Our ministry years to that point had been primarily in the area of leadership development for this exploding church movement. But unfortunately, that chapter of our lives ended violently in 1990 when a sudden military uprising provoked huge changes, which led to the eventual withdrawal of the missionary team. From there, we moved to Brazzaville, Republic of Congo, where violence again played a catalytic role in our lives several years later.
Taking a leap of faith and obedience, we accepted the call to join the GMLT. We moved to Bouake, Côte d’Ivoire, because of the continual stream of international workers (IWs) coming and going to the International Christian Academy, where their children attended. As a result, our house there became known as “Canada House,” where Canadian IWs, among many others, could drop in for a cold Coke and a clean bathroom before hitting the road to various destinations across West Africa.
As the GMLT began to work together, questions surfaced in light of the newly established Global Ministries’ purpose statement: To glorify God by developing indigenous movements of reproducing churches among least-reached people groups. Because this statement pointed us toward least-reached people groups, some workers would have to emigrate from reached areas and start up entirely different types of work in unreached areas. The personal and organizational costs of this re-alignment towards harmony with the new purpose statement were challenging and often painful. In some cases, workers who had invested decades into specific ministries were asked to relocate, leaving behind beloved people and fulfilling work.
First to make this move were workers in Kinshasa, DRC, who developed a withdrawal plan with a line in the sand and, as mentioned, moved on, leaving a flourishing church to continue to grow and reach out to other people groups. In 1998, the eleven Canadian workers in Gabon, a country with a greater percentage of Christians than Canada, started to transition to places like Quebec, Mauritania, and eventually Niger and Senegal.
Afterwards, over the next five years, IWs redeployed out of Mali, Burkina Faso, and Côte d’Ivoire. As this focus continued to shift towards the least-reached peoples of the world, new workers were asked to join some redeployed experienced workers in order to live with the Fulani and Tuareg peoples of Niger. Global Ministries continued to work with unreached groups in Guinea while other workers moved to the unreached living north of the Sahara. There, traditional ways of establishing churches gave way to new and innovative paths towards Kingdom expansion.

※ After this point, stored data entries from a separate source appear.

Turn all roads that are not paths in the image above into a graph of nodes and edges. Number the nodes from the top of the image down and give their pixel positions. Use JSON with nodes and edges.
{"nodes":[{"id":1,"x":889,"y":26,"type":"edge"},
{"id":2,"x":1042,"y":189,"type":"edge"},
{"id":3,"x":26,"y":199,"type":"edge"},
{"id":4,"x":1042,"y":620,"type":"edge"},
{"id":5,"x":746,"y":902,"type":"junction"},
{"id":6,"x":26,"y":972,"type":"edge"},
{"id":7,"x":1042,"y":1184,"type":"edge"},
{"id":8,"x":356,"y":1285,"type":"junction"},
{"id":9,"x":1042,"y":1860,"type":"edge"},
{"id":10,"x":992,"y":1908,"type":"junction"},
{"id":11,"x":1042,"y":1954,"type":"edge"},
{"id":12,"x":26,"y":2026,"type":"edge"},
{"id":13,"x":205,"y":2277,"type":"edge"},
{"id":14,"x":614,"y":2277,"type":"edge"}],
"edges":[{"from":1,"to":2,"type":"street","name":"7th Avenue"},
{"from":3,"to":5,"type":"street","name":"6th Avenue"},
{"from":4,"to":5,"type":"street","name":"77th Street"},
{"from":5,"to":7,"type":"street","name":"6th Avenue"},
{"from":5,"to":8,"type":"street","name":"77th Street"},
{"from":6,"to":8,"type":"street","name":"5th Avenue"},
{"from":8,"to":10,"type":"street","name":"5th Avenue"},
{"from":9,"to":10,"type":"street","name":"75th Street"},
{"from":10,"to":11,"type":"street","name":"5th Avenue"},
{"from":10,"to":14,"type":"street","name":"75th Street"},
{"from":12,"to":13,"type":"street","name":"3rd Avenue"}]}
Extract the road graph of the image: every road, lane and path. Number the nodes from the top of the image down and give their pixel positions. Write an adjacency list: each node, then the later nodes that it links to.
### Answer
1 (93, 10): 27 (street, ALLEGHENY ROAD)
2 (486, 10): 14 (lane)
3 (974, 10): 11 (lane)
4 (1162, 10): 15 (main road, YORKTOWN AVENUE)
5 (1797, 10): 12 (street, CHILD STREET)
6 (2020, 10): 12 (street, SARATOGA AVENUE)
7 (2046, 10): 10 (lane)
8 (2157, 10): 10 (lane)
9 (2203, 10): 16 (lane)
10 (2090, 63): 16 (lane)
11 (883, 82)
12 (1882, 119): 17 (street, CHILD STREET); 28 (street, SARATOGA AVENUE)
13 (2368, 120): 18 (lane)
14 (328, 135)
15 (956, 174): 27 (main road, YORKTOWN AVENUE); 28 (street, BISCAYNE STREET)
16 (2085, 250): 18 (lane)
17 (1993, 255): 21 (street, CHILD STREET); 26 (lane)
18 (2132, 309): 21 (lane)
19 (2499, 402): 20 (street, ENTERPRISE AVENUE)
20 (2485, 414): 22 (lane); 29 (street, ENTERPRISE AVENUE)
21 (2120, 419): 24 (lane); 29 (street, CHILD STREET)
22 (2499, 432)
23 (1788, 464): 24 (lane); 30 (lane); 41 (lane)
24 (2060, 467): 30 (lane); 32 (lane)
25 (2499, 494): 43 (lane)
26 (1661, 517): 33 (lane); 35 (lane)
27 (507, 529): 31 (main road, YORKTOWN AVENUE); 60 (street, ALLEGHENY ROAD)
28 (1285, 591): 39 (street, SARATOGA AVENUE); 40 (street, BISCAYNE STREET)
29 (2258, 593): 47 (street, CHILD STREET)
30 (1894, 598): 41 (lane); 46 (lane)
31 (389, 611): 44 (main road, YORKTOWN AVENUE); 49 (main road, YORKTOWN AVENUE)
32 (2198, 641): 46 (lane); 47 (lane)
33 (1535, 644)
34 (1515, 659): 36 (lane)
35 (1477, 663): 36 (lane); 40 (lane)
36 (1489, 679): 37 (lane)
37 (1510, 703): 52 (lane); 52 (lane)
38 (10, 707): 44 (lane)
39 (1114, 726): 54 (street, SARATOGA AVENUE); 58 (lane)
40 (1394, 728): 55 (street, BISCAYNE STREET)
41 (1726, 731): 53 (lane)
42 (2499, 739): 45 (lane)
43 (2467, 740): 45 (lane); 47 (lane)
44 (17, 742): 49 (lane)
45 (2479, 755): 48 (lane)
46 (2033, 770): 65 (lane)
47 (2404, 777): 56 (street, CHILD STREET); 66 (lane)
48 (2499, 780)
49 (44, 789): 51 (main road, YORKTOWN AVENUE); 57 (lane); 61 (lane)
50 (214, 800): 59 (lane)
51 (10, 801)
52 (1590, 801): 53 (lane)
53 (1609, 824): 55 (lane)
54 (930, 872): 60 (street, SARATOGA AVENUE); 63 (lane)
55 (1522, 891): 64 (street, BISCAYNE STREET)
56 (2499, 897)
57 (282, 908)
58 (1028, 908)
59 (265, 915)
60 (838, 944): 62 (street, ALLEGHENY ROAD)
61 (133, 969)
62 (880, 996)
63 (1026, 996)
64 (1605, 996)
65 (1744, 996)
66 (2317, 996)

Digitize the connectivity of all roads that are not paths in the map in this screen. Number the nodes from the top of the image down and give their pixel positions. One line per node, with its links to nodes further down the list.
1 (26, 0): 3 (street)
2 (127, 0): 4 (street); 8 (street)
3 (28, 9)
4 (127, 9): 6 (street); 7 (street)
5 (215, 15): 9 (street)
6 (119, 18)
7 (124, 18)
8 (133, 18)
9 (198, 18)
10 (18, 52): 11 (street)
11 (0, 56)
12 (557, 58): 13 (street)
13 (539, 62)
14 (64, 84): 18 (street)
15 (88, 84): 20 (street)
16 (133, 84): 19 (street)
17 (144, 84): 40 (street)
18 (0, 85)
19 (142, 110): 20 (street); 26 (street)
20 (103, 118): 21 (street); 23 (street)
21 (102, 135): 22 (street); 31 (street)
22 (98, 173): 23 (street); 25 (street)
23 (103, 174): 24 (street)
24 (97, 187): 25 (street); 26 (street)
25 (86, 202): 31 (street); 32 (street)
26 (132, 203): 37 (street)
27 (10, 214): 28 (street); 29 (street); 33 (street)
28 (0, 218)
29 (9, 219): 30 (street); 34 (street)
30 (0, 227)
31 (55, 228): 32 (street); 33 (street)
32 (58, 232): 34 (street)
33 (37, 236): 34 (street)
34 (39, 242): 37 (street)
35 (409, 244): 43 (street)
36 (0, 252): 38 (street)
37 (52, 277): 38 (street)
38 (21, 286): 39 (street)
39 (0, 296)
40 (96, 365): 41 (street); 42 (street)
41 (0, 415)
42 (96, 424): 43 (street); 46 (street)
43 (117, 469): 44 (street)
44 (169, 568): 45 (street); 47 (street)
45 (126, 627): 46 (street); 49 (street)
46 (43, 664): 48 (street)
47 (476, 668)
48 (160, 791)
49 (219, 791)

During the decade we were on the GMLT, we watched the Global Ministries purpose statement serve to re-align Canadian Alliance efforts in Africa. We were blessed by the vision and skills of the leaders who directed these changes. Perhaps the most poignant memory of this eventful decade, however, was witnessing and being humbled by the all-in attitudes of the fearless foot soldiers who, at great personal cost, took up the challenge to leave mature churches and take the Gospel to the difficult places of the world.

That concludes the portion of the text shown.